# INSTRUCTIONS TO FOLLOW
Scan the entries and copy each line where the word "image" is present.

Dataset entries:
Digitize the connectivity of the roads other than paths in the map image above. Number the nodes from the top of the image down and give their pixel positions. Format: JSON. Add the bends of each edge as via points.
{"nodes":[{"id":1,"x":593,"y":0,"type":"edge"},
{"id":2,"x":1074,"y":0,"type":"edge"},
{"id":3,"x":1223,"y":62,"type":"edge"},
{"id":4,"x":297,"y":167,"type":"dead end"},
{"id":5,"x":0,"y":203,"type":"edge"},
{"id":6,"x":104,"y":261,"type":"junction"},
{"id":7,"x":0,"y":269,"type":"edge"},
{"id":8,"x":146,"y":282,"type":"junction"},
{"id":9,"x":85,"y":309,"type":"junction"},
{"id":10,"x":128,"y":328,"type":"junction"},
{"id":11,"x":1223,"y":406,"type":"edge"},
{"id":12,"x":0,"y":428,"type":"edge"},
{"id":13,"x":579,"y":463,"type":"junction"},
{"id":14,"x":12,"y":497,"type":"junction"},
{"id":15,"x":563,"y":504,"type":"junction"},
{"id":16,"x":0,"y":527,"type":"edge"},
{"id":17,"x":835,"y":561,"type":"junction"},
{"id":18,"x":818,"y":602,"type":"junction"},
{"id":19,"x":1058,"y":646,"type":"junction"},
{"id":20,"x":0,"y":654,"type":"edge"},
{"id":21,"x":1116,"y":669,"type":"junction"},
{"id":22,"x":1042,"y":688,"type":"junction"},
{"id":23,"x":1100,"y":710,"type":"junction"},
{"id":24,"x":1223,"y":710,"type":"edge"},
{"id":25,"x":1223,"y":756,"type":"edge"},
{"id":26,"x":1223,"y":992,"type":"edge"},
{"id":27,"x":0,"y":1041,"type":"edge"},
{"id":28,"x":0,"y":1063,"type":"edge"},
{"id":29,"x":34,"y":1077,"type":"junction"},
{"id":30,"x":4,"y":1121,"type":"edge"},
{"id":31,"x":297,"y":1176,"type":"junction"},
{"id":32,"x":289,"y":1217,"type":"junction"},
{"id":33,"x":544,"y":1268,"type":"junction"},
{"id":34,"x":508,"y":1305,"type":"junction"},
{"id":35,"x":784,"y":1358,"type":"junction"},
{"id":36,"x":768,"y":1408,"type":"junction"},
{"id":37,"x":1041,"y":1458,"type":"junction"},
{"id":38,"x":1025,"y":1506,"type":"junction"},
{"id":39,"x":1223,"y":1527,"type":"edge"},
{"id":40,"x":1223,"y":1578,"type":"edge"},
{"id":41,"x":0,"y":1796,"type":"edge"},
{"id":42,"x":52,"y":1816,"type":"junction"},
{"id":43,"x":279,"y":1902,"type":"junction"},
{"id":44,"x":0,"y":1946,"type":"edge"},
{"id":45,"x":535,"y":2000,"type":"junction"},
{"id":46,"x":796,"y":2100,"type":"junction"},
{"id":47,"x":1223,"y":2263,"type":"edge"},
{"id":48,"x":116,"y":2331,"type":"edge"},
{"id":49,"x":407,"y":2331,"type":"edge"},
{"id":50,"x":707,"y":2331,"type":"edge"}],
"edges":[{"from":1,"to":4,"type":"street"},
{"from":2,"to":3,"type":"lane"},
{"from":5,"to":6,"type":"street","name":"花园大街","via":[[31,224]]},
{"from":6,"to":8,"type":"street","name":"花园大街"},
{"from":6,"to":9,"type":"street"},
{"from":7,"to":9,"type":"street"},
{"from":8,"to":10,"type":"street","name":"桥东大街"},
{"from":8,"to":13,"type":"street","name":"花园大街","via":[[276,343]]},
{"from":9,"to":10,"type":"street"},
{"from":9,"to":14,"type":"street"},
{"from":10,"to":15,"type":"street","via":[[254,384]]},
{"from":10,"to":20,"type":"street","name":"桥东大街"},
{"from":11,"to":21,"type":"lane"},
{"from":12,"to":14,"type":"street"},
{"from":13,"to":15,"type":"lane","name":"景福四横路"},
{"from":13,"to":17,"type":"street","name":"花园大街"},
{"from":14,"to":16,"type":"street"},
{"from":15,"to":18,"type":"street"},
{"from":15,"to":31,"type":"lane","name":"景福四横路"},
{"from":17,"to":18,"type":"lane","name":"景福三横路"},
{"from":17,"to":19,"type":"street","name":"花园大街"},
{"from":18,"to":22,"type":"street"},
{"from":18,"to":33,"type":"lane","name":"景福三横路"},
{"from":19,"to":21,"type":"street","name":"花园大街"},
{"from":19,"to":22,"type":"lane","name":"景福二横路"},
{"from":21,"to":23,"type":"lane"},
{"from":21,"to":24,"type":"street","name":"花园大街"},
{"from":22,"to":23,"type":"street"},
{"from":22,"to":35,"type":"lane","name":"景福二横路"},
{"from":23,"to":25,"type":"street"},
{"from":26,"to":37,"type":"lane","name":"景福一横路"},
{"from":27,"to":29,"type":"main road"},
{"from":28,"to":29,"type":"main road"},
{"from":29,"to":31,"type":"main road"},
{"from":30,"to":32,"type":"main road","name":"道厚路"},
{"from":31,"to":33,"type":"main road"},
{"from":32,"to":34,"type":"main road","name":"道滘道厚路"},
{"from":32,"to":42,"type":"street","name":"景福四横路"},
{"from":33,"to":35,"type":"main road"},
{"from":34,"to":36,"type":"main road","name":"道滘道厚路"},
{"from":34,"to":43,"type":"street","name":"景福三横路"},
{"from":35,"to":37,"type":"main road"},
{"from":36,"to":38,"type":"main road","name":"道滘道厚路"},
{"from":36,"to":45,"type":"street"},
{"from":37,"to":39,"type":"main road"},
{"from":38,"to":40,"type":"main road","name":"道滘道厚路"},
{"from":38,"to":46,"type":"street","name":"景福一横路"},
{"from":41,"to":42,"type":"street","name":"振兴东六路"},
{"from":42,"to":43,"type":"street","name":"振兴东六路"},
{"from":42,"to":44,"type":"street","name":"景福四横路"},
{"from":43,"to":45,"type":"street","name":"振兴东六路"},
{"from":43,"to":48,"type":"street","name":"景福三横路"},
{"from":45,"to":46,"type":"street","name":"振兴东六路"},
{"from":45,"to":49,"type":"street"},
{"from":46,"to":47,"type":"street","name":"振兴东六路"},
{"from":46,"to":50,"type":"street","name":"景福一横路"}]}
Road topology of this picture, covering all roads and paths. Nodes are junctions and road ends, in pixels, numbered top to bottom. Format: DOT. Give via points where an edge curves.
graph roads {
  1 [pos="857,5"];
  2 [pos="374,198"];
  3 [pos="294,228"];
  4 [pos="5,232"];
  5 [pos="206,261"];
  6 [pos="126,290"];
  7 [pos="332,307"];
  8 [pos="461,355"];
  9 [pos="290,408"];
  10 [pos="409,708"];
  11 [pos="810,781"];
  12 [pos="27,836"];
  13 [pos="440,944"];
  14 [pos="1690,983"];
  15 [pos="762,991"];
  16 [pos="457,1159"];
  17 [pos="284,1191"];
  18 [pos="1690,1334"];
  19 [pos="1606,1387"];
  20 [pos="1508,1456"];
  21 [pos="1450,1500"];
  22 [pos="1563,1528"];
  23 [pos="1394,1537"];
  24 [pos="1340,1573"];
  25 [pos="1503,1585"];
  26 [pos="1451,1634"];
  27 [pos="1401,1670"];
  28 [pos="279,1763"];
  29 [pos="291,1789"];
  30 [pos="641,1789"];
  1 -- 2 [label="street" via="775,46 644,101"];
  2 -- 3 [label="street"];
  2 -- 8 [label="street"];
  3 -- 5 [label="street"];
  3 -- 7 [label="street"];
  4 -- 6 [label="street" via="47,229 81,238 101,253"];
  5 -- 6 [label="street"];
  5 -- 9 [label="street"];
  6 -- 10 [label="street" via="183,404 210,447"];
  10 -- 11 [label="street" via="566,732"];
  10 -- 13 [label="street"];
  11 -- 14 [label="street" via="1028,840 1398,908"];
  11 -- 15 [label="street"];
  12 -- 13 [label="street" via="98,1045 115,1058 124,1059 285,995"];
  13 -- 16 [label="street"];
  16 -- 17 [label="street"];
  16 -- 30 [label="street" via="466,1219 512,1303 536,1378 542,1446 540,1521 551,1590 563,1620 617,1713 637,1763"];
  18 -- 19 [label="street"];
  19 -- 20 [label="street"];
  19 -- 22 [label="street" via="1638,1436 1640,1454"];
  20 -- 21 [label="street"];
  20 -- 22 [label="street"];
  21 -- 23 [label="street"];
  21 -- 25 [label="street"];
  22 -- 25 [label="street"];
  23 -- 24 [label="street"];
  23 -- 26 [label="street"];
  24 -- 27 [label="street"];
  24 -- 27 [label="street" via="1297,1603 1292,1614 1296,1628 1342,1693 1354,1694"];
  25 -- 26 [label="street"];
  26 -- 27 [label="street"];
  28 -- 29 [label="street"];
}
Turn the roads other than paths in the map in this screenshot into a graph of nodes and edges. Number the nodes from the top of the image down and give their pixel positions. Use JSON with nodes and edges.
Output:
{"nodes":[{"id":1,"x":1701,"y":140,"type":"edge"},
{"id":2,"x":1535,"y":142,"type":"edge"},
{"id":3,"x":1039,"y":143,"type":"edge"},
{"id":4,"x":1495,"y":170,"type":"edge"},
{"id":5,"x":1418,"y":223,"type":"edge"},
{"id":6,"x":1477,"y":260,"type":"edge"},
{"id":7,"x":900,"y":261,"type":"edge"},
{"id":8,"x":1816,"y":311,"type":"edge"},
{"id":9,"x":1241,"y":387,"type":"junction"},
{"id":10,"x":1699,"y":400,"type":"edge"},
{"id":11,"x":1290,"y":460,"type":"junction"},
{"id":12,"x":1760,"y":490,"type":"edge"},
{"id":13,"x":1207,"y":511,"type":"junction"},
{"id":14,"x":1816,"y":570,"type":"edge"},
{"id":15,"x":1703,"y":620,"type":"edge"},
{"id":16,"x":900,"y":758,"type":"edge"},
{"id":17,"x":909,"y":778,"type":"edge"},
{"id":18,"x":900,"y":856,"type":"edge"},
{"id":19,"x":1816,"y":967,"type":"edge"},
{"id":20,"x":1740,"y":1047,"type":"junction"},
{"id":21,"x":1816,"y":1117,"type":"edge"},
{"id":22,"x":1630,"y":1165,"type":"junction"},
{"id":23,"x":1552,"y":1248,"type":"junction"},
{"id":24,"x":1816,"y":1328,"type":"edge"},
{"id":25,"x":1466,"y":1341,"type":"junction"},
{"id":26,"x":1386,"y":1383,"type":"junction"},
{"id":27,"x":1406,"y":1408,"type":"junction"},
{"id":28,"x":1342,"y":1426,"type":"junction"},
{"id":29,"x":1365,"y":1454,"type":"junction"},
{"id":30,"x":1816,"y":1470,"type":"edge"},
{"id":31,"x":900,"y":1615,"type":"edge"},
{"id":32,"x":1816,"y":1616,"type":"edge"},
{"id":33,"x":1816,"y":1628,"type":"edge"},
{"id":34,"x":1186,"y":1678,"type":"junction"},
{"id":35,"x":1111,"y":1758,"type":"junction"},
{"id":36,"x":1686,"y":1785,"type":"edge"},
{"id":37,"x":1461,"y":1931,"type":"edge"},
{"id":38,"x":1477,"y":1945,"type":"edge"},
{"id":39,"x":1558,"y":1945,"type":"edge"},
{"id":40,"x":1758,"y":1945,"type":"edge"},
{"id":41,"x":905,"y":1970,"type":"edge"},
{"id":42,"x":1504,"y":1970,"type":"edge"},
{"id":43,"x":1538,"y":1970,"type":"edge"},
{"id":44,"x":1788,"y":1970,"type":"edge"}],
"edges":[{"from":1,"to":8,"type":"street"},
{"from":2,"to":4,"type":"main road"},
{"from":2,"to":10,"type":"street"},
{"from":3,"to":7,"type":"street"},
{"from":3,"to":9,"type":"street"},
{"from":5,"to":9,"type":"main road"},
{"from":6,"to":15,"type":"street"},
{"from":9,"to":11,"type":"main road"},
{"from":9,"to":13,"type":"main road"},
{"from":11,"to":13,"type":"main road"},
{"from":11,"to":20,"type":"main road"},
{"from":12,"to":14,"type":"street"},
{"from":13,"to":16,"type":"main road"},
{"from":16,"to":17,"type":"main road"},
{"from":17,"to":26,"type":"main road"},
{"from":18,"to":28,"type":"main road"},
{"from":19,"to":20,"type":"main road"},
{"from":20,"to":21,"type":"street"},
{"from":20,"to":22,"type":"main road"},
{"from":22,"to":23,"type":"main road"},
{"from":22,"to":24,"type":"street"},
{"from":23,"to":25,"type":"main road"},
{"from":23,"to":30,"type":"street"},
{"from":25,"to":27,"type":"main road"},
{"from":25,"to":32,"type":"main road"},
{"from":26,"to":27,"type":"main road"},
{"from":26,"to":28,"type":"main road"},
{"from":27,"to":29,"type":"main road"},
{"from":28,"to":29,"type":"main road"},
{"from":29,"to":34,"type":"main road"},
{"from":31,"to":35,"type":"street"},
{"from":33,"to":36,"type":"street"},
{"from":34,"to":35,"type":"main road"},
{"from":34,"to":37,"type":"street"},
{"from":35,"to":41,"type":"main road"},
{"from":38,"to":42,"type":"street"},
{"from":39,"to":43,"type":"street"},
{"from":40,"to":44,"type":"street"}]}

# TASK RESPONSE
Digitize the connectivity of the roads other than paths in the map image above. Number the nodes from the top of the image down and give their pixel positions. Format: JSON. Add the bends of each edge as via points.
Turn the roads other than paths in the map in this screenshot into a graph of nodes and edges. Number the nodes from the top of the image down and give their pixel positions. Use JSON with nodes and edges.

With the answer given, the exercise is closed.